From: "J. Bruce Fields" <bfields@fieldses.org>
To: Chuck Lever <chuck.lever@oracle.com>
Cc: Linux RDMA Mailing List <linux-rdma@vger.kernel.org>,
Linux NFS Mailing List <linux-nfs@vger.kernel.org>
Subject: Re: [PATCH v4 01/11] svcrdma: Do not send XDR roundup bytes for a write chunk
Date: Wed, 23 Dec 2015 14:59:15 -0500 [thread overview]
Message-ID: <20151223195915.GB27432@fieldses.org> (raw)
In-Reply-To: <DF5B7D29-0C6C-47EF-8E3E-74BF137D7F95@oracle.com>
On Mon, Dec 21, 2015 at 05:11:56PM -0500, Chuck Lever wrote:
>
> > On Dec 21, 2015, at 4:29 PM, J. Bruce Fields <bfields@fieldses.org> wrote:
> >
> > On Mon, Dec 21, 2015 at 04:15:23PM -0500, Chuck Lever wrote:
> >>
> >>> On Dec 21, 2015, at 4:07 PM, J. Bruce Fields <bfields@fieldses.org> wrote:
> >>>
> >>> On Mon, Dec 14, 2015 at 04:30:09PM -0500, Chuck Lever wrote:
> >>>> Minor optimization: when dealing with write chunk XDR roundup, do
> >>>> not post a Write WR for the zero bytes in the pad. Simply update
> >>>> the write segment in the RPC-over-RDMA header to reflect the extra
> >>>> pad bytes.
> >>>>
> >>>> The Reply chunk is also a write chunk, but the server does not use
> >>>> send_write_chunks() to send the Reply chunk. That's OK in this case:
> >>>> the server Upper Layer typically marshals the Reply chunk contents
> >>>> in a single contiguous buffer, without a separate tail for the XDR
> >>>> pad.
> >>>>
> >>>> The comments and the variable naming refer to "chunks" but what is
> >>>> really meant is "segments." The existing code sends only one
> >>>> xdr_write_chunk per RPC reply.
> >>>>
> >>>> The fix assumes this as well.

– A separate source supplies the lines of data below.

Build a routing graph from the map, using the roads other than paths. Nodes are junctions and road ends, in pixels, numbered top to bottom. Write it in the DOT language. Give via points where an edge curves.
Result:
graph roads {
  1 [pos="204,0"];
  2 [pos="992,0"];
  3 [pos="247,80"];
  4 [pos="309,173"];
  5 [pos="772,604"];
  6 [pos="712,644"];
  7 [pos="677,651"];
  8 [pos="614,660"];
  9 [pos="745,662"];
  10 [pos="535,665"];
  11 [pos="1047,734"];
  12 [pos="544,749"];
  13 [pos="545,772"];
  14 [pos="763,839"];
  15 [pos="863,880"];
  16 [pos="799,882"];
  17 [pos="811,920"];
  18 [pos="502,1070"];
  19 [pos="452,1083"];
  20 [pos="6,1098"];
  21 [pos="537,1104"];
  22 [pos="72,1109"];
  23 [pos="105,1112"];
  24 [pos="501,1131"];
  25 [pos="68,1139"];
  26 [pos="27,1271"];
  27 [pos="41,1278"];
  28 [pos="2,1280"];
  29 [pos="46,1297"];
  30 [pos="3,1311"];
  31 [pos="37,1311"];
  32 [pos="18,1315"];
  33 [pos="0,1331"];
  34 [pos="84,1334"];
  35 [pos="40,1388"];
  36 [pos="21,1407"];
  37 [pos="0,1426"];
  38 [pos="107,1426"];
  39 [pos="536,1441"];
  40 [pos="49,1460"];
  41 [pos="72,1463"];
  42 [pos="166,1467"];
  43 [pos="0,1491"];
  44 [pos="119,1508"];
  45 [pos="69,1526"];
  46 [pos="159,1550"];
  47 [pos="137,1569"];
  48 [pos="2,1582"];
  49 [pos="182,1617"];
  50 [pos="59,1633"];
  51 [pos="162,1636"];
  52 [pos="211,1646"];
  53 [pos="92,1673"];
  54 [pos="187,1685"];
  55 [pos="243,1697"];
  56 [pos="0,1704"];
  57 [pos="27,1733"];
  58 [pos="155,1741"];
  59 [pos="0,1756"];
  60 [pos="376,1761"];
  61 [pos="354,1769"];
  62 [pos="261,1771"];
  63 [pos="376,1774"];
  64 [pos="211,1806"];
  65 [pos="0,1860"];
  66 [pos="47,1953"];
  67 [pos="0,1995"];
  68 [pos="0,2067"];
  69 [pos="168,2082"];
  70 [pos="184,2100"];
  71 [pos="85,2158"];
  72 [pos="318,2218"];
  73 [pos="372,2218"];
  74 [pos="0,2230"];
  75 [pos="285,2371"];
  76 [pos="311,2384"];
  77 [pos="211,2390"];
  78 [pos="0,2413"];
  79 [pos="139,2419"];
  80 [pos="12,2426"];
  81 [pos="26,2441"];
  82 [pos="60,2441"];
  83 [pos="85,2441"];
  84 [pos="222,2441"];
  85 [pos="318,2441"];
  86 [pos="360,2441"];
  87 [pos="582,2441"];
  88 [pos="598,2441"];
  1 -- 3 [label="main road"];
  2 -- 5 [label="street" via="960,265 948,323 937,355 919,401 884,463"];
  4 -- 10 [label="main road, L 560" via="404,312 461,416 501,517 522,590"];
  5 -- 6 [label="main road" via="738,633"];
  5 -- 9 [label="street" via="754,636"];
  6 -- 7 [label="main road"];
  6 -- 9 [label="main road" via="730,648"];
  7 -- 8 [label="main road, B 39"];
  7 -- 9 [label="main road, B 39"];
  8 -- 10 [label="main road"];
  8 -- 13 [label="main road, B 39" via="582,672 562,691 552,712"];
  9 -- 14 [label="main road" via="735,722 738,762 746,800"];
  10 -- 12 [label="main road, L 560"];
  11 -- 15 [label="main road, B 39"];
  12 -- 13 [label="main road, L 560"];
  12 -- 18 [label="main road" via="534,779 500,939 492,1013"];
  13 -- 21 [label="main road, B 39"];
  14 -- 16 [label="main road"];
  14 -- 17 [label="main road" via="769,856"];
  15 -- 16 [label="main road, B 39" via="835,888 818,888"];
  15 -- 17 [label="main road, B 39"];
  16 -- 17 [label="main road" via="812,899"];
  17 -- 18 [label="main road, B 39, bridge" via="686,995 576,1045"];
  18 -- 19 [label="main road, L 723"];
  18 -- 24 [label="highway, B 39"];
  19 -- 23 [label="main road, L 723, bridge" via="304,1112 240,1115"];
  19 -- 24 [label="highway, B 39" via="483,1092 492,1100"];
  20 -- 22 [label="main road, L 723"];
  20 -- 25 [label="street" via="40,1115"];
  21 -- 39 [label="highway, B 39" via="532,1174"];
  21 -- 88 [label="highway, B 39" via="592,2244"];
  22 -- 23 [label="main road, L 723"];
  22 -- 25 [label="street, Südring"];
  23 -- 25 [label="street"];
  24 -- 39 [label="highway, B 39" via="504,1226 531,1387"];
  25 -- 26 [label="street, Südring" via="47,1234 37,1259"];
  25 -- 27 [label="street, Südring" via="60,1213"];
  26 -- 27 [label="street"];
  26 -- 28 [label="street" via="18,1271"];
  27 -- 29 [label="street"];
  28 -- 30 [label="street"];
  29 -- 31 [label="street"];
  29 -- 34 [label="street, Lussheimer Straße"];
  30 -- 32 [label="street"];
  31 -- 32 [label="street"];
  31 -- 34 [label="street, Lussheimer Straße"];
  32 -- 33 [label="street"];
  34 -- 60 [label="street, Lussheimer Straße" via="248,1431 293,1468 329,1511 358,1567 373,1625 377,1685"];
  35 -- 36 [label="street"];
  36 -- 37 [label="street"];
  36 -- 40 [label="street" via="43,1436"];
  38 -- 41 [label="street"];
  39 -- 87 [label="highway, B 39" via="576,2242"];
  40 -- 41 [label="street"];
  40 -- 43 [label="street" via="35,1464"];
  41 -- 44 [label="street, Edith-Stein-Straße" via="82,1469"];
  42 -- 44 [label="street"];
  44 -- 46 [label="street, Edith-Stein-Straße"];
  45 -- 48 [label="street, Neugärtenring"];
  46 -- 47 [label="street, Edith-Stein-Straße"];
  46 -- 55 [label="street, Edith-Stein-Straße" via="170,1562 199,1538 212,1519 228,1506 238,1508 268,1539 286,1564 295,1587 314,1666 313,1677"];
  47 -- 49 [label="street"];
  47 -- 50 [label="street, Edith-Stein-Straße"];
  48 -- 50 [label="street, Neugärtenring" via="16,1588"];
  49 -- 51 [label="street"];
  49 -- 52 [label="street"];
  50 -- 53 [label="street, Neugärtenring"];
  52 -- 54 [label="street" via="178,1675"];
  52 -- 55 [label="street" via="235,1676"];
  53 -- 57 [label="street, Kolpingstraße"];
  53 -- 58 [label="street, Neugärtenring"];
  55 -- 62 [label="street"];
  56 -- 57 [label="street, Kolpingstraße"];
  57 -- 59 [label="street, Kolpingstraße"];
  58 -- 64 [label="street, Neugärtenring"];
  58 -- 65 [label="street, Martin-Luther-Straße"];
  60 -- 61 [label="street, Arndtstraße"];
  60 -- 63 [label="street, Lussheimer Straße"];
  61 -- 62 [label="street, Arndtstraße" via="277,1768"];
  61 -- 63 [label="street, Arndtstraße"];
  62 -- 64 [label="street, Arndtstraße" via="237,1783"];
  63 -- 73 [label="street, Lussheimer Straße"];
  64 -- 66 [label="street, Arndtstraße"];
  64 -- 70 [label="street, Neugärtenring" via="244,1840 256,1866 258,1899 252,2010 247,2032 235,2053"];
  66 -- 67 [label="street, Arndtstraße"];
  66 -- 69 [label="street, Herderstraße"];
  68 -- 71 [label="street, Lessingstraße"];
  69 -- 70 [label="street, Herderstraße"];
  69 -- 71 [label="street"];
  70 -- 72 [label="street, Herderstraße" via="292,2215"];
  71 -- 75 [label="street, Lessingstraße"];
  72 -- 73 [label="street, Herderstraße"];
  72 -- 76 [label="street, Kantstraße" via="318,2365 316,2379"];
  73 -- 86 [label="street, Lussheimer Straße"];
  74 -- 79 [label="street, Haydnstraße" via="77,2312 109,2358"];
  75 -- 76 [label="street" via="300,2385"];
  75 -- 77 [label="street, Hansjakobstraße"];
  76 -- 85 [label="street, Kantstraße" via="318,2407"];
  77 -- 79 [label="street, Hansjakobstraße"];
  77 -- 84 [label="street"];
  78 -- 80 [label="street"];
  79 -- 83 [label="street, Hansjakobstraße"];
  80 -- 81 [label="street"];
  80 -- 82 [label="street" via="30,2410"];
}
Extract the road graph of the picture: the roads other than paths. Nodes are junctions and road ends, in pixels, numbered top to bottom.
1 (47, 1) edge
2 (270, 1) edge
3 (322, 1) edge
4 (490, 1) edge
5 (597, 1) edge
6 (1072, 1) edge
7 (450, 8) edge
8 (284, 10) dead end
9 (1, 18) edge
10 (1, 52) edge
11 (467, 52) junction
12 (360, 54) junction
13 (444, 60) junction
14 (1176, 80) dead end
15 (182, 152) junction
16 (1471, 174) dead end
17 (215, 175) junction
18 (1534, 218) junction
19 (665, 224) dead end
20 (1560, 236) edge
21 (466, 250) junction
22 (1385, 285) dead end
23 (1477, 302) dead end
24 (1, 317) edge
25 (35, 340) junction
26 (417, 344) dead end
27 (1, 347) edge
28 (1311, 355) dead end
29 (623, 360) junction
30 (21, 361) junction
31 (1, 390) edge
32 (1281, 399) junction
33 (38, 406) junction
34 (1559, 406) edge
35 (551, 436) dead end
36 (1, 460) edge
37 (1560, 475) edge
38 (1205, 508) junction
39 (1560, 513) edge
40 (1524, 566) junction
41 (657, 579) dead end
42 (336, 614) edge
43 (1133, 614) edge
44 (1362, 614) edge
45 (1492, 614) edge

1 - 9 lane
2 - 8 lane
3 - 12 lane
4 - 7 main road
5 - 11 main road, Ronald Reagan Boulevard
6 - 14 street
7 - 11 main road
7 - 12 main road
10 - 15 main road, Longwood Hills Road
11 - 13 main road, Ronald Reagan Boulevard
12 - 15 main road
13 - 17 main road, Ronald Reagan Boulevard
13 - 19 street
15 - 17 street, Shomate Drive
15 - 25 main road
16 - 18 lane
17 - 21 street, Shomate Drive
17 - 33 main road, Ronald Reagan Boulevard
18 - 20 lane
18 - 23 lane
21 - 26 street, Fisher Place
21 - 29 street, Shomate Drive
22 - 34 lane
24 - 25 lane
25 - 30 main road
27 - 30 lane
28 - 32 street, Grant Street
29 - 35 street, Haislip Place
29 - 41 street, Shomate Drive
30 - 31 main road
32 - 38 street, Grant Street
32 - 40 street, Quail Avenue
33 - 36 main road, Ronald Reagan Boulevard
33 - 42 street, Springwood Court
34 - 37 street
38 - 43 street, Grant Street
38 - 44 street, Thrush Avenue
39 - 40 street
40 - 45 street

When the XDR pad in the first write
> >>>> chunk is reached, the assumption is the Write list is complete and
> >>>> send_write_chunks() returns.
> >>>>
> >>>> That will remain a valid assumption until the server Upper Layer can
> >>>> support multiple bulk payload results per RPC.
> >>>>
> >>>> Signed-off-by: Chuck Lever <chuck.lever@oracle.com>
> >>>> ---
> >>>> net/sunrpc/xprtrdma/svc_rdma_sendto.c | 7 +++++++
> >>>> 1 file changed, 7 insertions(+)
> >>>>
> >>>> diff --git a/net/sunrpc/xprtrdma/svc_rdma_sendto.c b/net/sunrpc/xprtrdma/svc_rdma_sendto.c
> >>>> index 969a1ab..bad5eaa 100644
> >>>> --- a/net/sunrpc/xprtrdma/svc_rdma_sendto.c
> >>>> +++ b/net/sunrpc/xprtrdma/svc_rdma_sendto.c
> >>>> @@ -342,6 +342,13 @@ static int send_write_chunks(struct svcxprt_rdma *xprt,
> >>>> arg_ch->rs_handle,
> >>>> arg_ch->rs_offset,
> >>>> write_len);
> >>>> +
> >>>> + /* Do not send XDR pad bytes */
> >>>> + if (chunk_no && write_len < 4) {
> >>>> + chunk_no++;
> >>>> + break;
> >>>
> >>> I'm pretty lost in this code. Why does (chunk_no && write_len < 4) mean
> >>> this is xdr padding?
> >>
> >> Chunk zero is always data. Padding is always going to be
> >> after the first chunk. Any chunk after chunk zero that is
> >> shorter than XDR quad alignment is going to be a pad.
> >
> > I don't really know what a chunk is.... Looking at the code:
> >
> > write_len = min(xfer_len, be32_to_cpu(arg_ch->rs_length));
> >
> > so I guess the assumption is just that those rs_length's are always a
> > multiple of four?
>
> The example you recently gave was a two-byte NFS READ
> that crosses a page boundary.
>
> In that case, the NFSD would pass down an xdr_buf that
> has one byte in a page, one byte in another page, and
> a two-byte XDR pad. The logic introduced by this
> optimization would be fooled, and neither the second
> byte nor the XDR pad would be written to the client.
>
> Unless you can think of a way to recognize an XDR pad
> in the xdr_buf 100% of the time, you should drop this
> patch.
It might be best to make this explicit and mark bytes as padding somehow
while encoding.
> As far as I know, none of the other patches in this
> series depend on this optimization, so please merge
> them if you can.
OK, I'll take a look at the rest, thanks.
--b.
> >> Probably too clever. Is there a better way to detect
> >> the XDR pad?
> >>
> >>
> >>>> + }
> >>>> +
> >>>> chunk_off = 0;
> >>>> while (write_len) {
> >>>> ret = send_write(xprt, rqstp,
> >>
> >> --
> >> Chuck Lever
> >>
> >>
> >>
> > --
> > To unsubscribe from this list: send the line "unsubscribe linux-rdma" in
> > the body of a message to majordomo@vger.kernel.org
> > More majordomo info at http://vger.kernel.org/majordomo-info.html
>
> --
> Chuck Lever
>
>
>
next prev parent reply other threads:[~2015-12-23 19:59 UTC|newest]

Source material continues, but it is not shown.